Collected data entries
┌──

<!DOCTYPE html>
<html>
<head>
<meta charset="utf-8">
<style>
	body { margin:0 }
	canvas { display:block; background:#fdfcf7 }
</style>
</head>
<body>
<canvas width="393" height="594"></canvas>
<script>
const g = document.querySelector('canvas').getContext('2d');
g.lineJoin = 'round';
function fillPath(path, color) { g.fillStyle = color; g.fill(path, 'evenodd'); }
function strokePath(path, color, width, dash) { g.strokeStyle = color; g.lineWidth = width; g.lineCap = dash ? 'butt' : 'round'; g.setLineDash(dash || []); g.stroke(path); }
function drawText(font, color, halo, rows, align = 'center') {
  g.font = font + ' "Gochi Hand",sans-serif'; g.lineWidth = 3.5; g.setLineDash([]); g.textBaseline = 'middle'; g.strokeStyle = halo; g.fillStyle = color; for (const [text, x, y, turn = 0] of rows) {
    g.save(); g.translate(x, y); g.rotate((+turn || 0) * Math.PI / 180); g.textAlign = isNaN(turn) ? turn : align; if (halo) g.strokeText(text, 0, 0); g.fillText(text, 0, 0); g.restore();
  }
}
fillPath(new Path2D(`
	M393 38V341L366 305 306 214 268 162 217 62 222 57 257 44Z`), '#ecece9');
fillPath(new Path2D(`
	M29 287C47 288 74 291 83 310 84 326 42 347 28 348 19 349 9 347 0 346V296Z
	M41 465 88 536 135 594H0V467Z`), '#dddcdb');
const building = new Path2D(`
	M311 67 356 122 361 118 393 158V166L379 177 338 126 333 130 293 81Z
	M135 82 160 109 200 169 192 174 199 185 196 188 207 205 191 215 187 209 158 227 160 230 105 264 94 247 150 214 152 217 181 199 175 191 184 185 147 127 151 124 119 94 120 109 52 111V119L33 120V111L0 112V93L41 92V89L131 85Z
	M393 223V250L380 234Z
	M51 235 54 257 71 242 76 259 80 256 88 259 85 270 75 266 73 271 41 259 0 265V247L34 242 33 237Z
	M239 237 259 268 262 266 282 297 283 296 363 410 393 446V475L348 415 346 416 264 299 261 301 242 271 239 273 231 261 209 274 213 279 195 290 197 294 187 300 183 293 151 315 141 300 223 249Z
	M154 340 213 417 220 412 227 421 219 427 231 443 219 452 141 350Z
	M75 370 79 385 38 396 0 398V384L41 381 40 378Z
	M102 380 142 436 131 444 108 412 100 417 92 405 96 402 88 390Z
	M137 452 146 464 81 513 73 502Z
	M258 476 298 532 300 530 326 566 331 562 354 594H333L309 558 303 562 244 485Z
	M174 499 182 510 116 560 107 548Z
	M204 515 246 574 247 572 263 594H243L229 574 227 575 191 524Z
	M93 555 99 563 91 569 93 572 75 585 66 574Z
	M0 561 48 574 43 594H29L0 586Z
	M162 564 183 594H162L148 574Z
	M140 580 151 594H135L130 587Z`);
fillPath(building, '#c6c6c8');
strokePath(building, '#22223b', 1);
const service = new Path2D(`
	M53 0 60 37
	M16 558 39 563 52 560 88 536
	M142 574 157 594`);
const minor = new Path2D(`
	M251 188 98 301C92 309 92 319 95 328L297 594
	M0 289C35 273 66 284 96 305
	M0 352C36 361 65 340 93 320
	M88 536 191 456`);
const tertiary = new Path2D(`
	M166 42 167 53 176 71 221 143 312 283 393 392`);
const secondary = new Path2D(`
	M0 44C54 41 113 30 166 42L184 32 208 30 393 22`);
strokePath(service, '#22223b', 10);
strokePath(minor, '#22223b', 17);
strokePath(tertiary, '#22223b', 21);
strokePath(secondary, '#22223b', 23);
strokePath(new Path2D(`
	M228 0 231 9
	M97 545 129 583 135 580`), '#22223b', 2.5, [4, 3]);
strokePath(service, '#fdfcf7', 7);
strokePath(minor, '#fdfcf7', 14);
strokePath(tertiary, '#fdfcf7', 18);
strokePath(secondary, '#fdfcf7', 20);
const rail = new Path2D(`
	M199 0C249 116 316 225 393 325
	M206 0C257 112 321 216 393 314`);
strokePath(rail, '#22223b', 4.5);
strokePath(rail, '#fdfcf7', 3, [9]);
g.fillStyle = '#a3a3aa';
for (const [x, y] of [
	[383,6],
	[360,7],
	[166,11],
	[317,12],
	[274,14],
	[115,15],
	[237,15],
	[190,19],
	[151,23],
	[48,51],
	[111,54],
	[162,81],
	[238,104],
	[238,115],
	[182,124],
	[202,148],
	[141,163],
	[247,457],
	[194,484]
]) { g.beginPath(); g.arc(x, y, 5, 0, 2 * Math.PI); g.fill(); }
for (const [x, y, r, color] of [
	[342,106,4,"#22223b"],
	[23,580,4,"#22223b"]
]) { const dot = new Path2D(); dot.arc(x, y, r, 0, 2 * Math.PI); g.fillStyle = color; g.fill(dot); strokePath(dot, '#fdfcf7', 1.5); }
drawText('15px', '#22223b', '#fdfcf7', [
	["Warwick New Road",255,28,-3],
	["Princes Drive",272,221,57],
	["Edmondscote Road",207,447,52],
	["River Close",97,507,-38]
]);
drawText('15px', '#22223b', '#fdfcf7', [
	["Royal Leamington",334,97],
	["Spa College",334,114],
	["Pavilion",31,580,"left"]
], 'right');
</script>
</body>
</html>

└──

**Problem**
Track down all lines above with the string "function" and copy them.

**Answer**
function fillPath(path, color) { g.fillStyle = color; g.fill(path, 'evenodd'); }
function strokePath(path, color, width, dash) { g.strokeStyle = color; g.lineWidth = width; g.lineCap = dash ? 'butt' : 'round'; g.setLineDash(dash || []); g.stroke(path); }
function drawText(font, color, halo, rows, align = 'center') {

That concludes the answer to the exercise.